### TASK DIRECTIONS:
Exact wording is required: give all the records again, minus the pictures.

[Collected data]
○ ○ ○ ○ ○ ○ ○
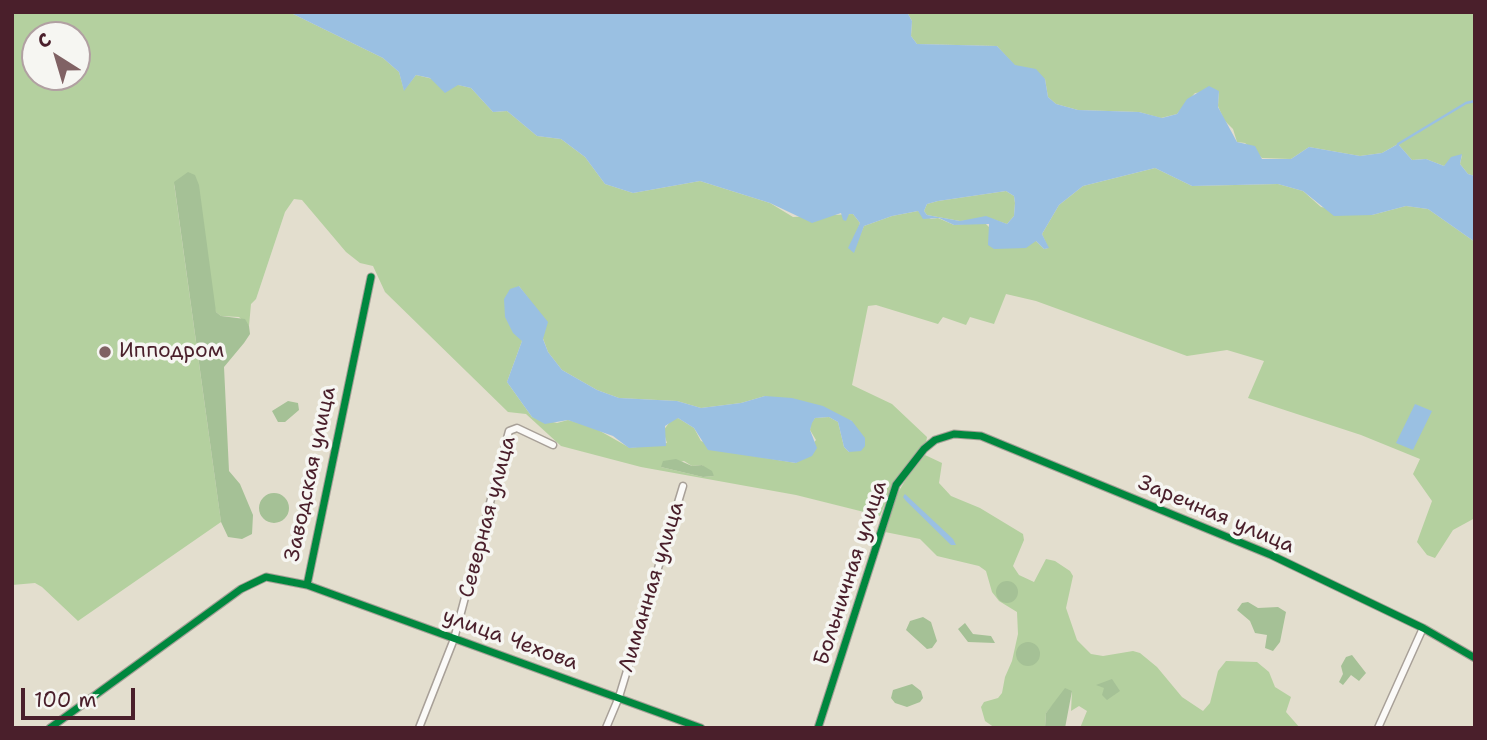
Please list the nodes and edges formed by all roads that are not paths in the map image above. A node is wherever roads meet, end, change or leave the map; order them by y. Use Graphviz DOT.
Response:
graph roads {
  1 [pos="371,277"];
  2 [pos="935,440"];
  3 [pos="553,445"];
  4 [pos="683,486"];
  5 [pos="307,585"];
  6 [pos="1423,628"];
  7 [pos="454,639"];
  8 [pos="1475,658"];
  9 [pos="619,697"];
  10 [pos="50,728"];
  11 [pos="419,728"];
  12 [pos="606,728"];
  13 [pos="701,728"];
  14 [pos="818,728"];
  15 [pos="1378,728"];
  1 -- 5 [label="street, Заводская улица"];
  2 -- 6 [label="street, Заречная улица"];
  2 -- 14 [label="street, Больничная улица"];
  3 -- 7 [label="street, Северная улица"];
  4 -- 9 [label="street, Лиманная улица"];
  5 -- 7 [label="street, улица Чехова"];
  5 -- 10 [label="street, Заводская улица"];
  6 -- 8 [label="street, Заречная улица"];
  6 -- 15 [label="street"];
  7 -- 9 [label="street, улица Чехова"];
  7 -- 11 [label="street, Северная улица"];
  9 -- 12 [label="street, Лиманная улица"];
  9 -- 13 [label="street, улица Чехова"];
}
○ ○ ○ ○ ○ ○ ○
### TASK RESULT:
Please list the nodes and edges formed by all roads that are not paths in the map image above. A node is wherever roads meet, end, change or leave the map; order them by y. Use Graphviz DOT.
Response:
graph roads {
  1 [pos="371,277"];
  2 [pos="935,440"];
  3 [pos="553,445"];
  4 [pos="683,486"];
  5 [pos="307,585"];
  6 [pos="1423,628"];
  7 [pos="454,639"];
  8 [pos="1475,658"];
  9 [pos="619,697"];
  10 [pos="50,728"];
  11 [pos="419,728"];
  12 [pos="606,728"];
  13 [pos="701,728"];
  14 [pos="818,728"];
  15 [pos="1378,728"];
  1 -- 5 [label="street, Заводская улица"];
  2 -- 6 [label="street, Заречная улица"];
  2 -- 14 [label="street, Больничная улица"];
  3 -- 7 [label="street, Северная улица"];
  4 -- 9 [label="street, Лиманная улица"];
  5 -- 7 [label="street, улица Чехова"];
  5 -- 10 [label="street, Заводская улица"];
  6 -- 8 [label="street, Заречная улица"];
  6 -- 15 [label="street"];
  7 -- 9 [label="street, улица Чехова"];
  7 -- 11 [label="street, Северная улица"];
  9 -- 12 [label="street, Лиманная улица"];
  9 -- 13 [label="street, улица Чехова"];
}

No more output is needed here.